I grow up in country Australia. Rain water was the only water available. ....years later I am alive & extremely healthy.
(fish don't pee in it!)


message 21: by Kevin (new)

Kevin  (ksprink) | 11469 comments i live in the midwest and i NEVER remember a time where we were limited or rationed on water. we have plenty of rain and moisture throughout the year. we can do slip and slides, run through the sprinklers and the local fire department used to crack open a hydrant in town in the hottest august days for kids to play in. this is just something i don't quite get


message 22: by [deleted user] (new)

I am so jealous. My kids have missed out on the opportunity to run through sprinklers & play on a slip & slid.


message 23: by [deleted user] (new)

ms.petra wrote: "Lake Dillon"

Yes


message 24: by Sally, la reina (new)

Sally (mrsnolte) | 17338 comments Mod
Kevin "El Liso Grande" wrote: "i live in the midwest and i NEVER remember a time where we were limited or rationed on water. we have plenty of rain and moisture throughout the year. we can do slip and slides, run through the spr..."

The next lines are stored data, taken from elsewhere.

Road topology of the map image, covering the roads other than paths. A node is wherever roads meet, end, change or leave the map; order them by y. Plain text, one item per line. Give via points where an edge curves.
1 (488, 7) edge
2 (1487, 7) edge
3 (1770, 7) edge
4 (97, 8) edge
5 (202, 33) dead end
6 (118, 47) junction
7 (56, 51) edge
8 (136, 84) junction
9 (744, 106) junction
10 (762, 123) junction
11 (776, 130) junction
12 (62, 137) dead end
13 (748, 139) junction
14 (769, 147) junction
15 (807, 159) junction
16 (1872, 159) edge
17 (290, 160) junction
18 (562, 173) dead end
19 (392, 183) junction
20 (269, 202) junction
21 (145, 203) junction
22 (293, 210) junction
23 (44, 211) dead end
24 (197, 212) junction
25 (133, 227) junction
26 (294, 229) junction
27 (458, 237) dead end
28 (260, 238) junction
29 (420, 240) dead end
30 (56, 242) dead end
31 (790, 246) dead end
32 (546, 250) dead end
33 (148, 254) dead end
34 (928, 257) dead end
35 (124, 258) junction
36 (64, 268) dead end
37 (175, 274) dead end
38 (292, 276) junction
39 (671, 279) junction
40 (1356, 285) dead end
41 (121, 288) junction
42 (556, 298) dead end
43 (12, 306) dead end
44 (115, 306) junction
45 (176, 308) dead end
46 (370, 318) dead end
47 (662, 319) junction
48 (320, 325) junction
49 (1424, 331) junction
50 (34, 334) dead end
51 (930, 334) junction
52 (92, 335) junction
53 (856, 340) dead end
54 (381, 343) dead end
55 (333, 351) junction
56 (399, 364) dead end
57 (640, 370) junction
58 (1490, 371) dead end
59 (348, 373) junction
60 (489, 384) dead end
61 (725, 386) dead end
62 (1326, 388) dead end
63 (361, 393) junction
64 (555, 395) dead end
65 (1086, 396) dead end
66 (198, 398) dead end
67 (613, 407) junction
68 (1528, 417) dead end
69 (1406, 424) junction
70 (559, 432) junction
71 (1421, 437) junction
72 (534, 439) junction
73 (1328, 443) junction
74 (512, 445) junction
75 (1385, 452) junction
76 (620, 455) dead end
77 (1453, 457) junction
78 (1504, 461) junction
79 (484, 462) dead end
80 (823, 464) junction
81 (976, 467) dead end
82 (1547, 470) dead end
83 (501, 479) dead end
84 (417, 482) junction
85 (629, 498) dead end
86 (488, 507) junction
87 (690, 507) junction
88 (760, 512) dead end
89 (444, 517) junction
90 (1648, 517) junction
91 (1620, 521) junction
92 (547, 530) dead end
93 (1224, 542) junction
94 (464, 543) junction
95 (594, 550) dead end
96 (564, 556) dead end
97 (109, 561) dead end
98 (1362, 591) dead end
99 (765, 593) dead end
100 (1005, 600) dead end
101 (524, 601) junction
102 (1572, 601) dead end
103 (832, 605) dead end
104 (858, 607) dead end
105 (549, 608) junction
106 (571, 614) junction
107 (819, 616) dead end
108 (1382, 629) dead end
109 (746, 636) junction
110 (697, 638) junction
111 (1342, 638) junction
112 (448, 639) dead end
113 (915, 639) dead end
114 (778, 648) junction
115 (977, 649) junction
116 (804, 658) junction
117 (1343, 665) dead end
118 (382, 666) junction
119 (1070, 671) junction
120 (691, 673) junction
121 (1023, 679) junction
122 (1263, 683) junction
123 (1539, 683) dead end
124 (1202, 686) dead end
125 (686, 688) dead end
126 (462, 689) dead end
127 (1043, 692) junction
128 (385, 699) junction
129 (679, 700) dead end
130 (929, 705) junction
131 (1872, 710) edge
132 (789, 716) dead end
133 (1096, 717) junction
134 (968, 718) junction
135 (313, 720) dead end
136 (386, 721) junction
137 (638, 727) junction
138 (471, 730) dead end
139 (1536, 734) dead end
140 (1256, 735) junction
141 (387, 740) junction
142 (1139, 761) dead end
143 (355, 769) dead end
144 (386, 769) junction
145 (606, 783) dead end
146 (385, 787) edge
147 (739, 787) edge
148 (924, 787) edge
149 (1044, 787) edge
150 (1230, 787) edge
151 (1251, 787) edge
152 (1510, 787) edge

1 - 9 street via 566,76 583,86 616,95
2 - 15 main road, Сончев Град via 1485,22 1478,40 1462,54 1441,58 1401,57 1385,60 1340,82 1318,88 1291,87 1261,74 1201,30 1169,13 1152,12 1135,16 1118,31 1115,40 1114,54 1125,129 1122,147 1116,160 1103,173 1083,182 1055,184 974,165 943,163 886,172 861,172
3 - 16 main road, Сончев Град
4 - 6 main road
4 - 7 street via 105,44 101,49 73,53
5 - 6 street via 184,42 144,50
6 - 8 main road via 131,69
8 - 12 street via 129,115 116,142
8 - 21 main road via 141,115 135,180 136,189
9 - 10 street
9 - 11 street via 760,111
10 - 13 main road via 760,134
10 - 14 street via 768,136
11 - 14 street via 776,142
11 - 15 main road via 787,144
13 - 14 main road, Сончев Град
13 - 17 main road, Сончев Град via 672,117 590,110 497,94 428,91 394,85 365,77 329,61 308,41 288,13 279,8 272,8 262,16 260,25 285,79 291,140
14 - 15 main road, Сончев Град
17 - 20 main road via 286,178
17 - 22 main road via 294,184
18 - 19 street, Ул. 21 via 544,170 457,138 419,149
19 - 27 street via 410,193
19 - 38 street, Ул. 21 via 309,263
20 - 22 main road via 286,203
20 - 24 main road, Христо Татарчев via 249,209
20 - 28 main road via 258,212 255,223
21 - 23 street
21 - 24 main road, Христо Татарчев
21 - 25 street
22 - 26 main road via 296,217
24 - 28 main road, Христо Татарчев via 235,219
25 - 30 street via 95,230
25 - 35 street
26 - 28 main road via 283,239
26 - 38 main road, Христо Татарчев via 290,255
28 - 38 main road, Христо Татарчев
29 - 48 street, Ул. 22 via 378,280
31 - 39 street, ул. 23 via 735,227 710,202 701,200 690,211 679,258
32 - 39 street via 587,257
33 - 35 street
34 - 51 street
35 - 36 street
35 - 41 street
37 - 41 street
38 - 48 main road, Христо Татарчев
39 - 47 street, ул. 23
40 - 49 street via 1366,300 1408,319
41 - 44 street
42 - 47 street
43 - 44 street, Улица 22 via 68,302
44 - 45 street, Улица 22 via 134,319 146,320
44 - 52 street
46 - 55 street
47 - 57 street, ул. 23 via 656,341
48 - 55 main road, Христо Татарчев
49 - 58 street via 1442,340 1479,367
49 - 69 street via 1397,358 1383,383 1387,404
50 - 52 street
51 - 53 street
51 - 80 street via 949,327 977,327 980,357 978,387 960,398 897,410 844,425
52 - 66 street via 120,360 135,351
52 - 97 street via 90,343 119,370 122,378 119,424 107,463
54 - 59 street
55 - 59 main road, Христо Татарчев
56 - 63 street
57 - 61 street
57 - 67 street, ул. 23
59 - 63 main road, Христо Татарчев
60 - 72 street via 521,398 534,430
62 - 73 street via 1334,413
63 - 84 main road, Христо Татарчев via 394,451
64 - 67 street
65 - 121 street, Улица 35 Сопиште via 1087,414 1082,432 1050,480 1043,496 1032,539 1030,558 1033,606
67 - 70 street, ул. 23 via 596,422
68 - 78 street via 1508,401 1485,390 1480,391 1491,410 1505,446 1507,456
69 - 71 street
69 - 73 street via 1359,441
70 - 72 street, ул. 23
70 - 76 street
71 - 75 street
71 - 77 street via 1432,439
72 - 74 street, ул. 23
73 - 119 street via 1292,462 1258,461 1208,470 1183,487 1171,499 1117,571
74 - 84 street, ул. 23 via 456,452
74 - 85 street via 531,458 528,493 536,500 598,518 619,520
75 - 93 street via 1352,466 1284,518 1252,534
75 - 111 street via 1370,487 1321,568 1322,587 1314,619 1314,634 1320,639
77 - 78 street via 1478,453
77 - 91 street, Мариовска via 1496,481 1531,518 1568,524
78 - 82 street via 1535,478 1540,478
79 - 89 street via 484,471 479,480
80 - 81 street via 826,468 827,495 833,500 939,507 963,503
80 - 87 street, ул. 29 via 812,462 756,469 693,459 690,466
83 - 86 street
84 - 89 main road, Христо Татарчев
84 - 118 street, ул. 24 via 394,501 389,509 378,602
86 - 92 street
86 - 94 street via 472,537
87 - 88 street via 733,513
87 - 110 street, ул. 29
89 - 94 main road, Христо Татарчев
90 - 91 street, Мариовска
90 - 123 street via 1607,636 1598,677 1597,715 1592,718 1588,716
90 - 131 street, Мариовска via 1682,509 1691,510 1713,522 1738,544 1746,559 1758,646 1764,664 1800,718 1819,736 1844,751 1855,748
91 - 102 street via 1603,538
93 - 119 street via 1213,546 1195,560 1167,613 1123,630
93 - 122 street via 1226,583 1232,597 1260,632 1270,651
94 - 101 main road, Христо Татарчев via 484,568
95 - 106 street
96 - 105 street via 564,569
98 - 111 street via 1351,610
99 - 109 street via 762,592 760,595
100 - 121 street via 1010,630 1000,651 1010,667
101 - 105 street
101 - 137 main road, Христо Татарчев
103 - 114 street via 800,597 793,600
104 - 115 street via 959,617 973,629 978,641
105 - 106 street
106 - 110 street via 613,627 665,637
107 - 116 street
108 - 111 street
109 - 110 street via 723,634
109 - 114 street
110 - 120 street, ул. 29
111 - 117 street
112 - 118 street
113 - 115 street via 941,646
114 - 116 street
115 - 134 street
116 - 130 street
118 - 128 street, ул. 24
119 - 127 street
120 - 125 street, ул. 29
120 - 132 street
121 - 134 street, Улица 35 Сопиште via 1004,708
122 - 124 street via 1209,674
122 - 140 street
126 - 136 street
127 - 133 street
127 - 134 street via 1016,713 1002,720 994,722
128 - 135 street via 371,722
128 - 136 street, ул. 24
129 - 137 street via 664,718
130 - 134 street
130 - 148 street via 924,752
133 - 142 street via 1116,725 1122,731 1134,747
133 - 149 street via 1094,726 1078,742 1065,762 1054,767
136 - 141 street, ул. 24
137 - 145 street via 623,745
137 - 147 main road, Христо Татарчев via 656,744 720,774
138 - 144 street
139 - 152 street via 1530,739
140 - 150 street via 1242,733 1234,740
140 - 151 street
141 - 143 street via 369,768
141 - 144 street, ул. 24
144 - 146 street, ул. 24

It was sad and scary around 2002 when the drought was its worst...neighbors would scowl or even tattle if you watered during the wrong time of day, or worse for too long.

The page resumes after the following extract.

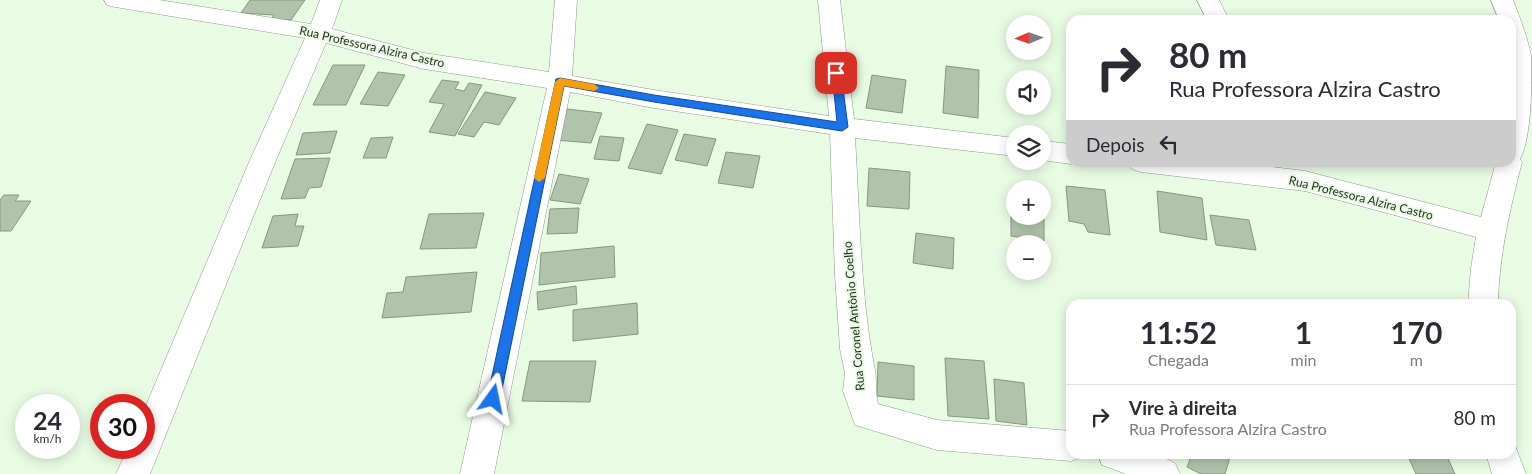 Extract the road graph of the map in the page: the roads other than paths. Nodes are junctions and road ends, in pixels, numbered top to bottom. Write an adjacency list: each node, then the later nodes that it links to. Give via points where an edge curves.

message 25: by [deleted user] (new)

BunWat wrote: "Lake Dillon is a reservoir, not a naturally occurring lake. I'm pretty sure. If its the one I'm thinking of. I used to live around there."

If I remember correctly you lived near Leadville, which isn't very far away.

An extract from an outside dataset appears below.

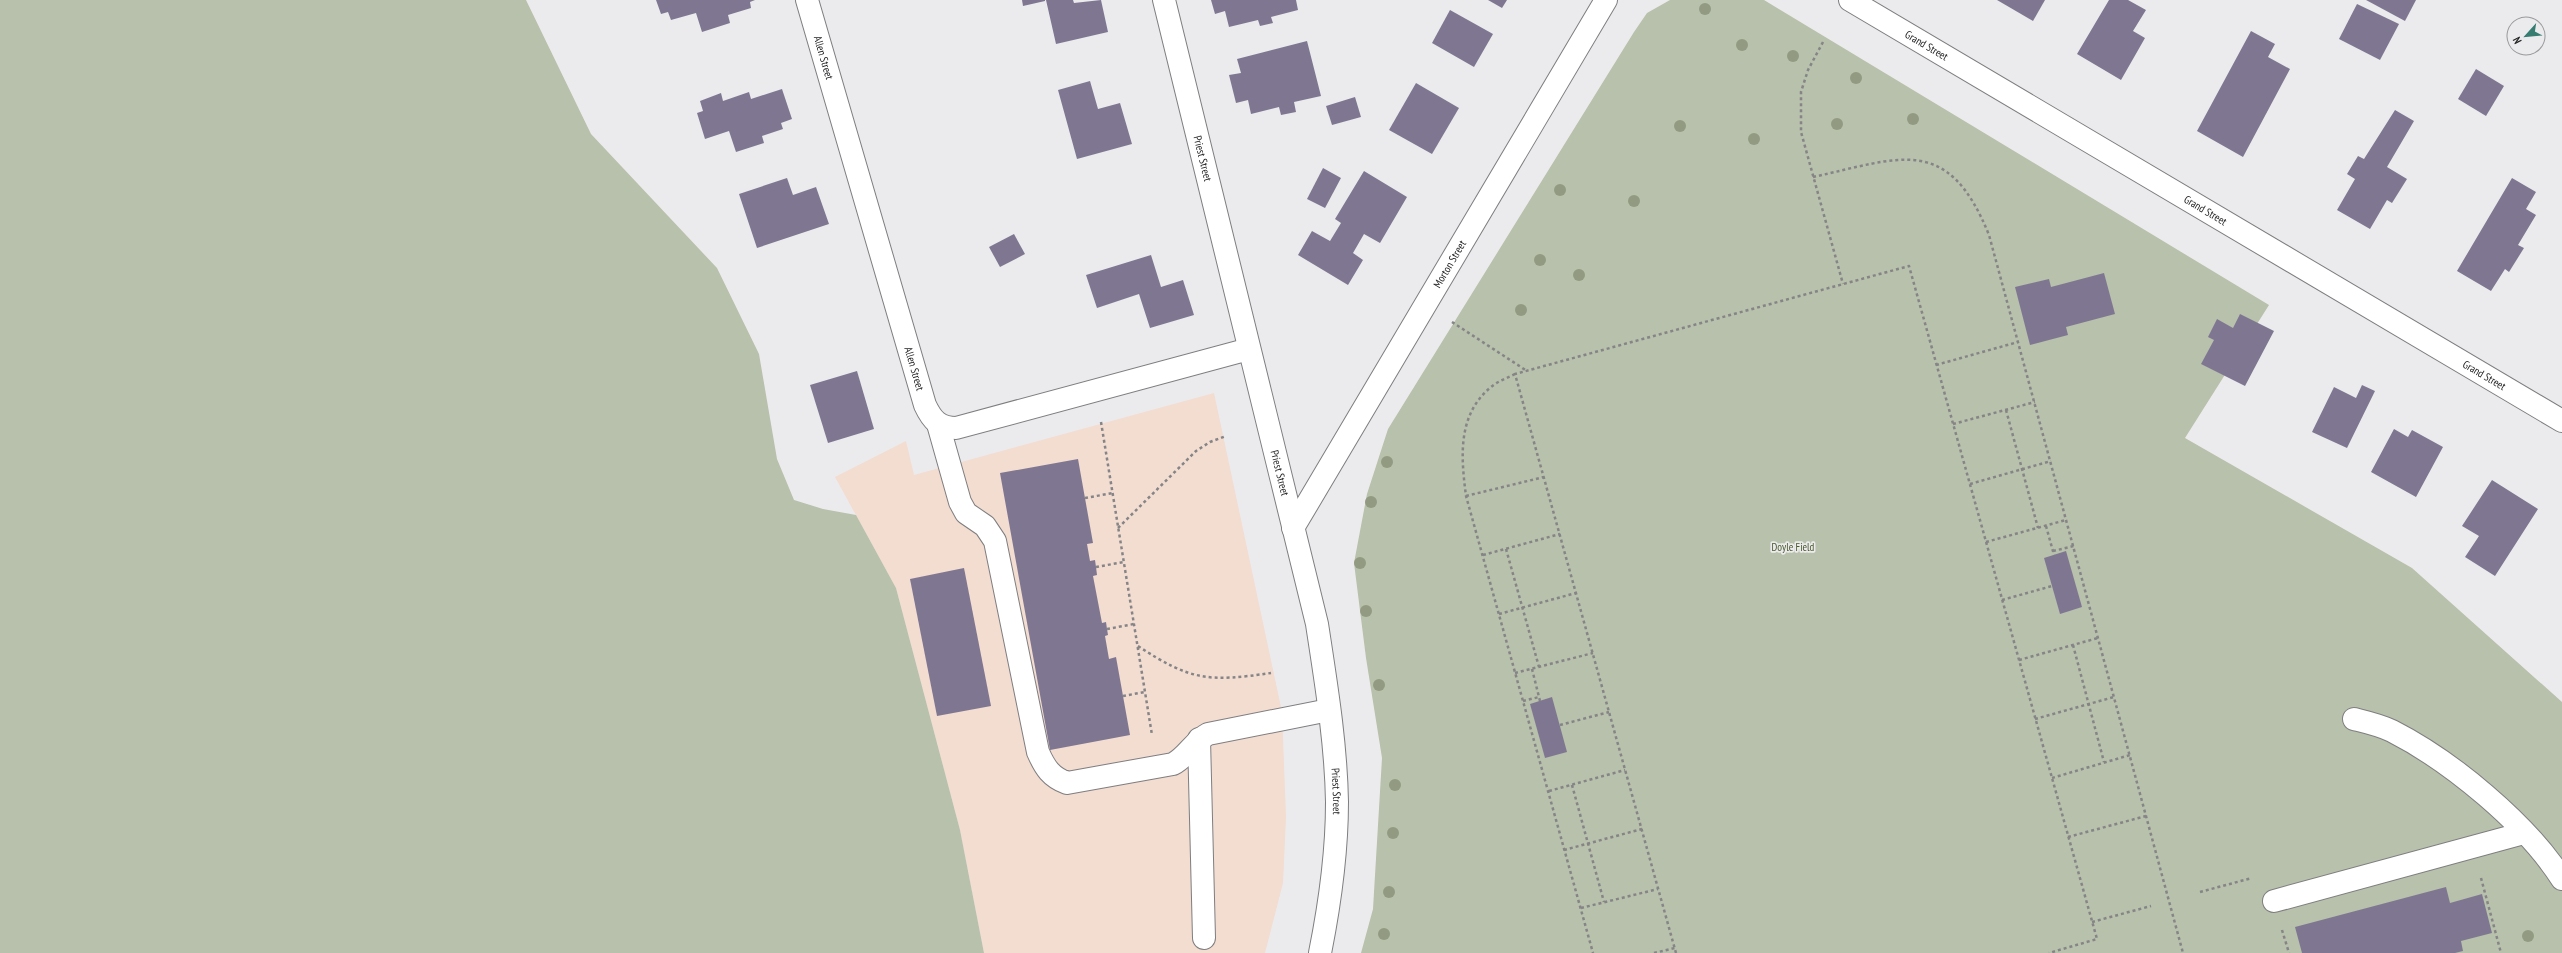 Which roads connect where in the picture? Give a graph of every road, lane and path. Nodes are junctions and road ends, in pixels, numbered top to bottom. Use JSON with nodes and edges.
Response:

That is true Bun it is a reservoir, along with the Green Mountain Reservoir off of Highway 9, but to me it was amazing how fast the water disappeared from the reservoir due to a couple bad winters of snowfall. I believe that the Green River was actually down to its original banks, and Lake Dillon you could walk out to places that would have been 20 - 25 feet over your head normally. The main problem being this is all being seen from a Midwesterners perspective, and I will admit that water is more plentiful here.

My thought is more along the line of even though the reservoirs were built for just such emergencies, wouldn't areas be better off restricting growth beyond what the local natural resources can support. But more tax dollars will not allow this, so the next time will be potentially even worse, all because they are trying to maintain lush lawns, where nature is giving big hints that maybe they shouldn't.


message 26: by Phil (new)

Phil | 11669 comments The Powers That Be in our area want to build a pipeline here from Lake Powell to support future growth. Never mind that the lake will not support that growth, and that existing water rights (California, Nevada) would deplete it long before it was our turn at the tap.

The pipeline would cost more than $1 billion (with a "b"), with the tab picked up by taxpayers in one or two counties. Meanwhile, conservation efforts amount to... oh, wait, there haven't been any. Got to keep those 13 golf courses green, you know.


message 27: by RandomAnthony (new)

RandomAnthony | 14536 comments How far would the pipeline be, Phil? Would the pipeline be underground? That's fascinating.


message 28: by Kevin (new)

Kevin  (ksprink) | 11469 comments t. boone pickens did oil, then wind and now is investing heavily in water. water rights. i read about it in his recent book: The First Billion Is The Hardest. here is an interesting article about water rights


http://www.popularmechanics.com/scien...


message 29: by Phil (new)

Phil | 11669 comments RandomAnthony wrote: "How far would the pipeline be, Phil? Would the pipeline be underground? That's fascinating."

It would be 139 miles of buried pipe. Details (the official snow job) are available here.


message 30: by Lori (new)

Lori (barfield) | 53 comments I live in the south and generally we don't have to worry about water. We have enough hurricanes and flooding that we usually keep water. But a couple years ago we didn't have very many and it caused a dry spell, the lakes and reservoir were pretty low. About the only thing they did was to put a ban on washing cars and watering lawns. We can collect all the water we want in buckets. Hell it rained so hard this past Tuesday that the 5 gallon bucket my grandson put out to catch water for his flowers was full in ten minutes. It poured down, I was waiting for it to stop so I could go home. It was a steady rain all night long.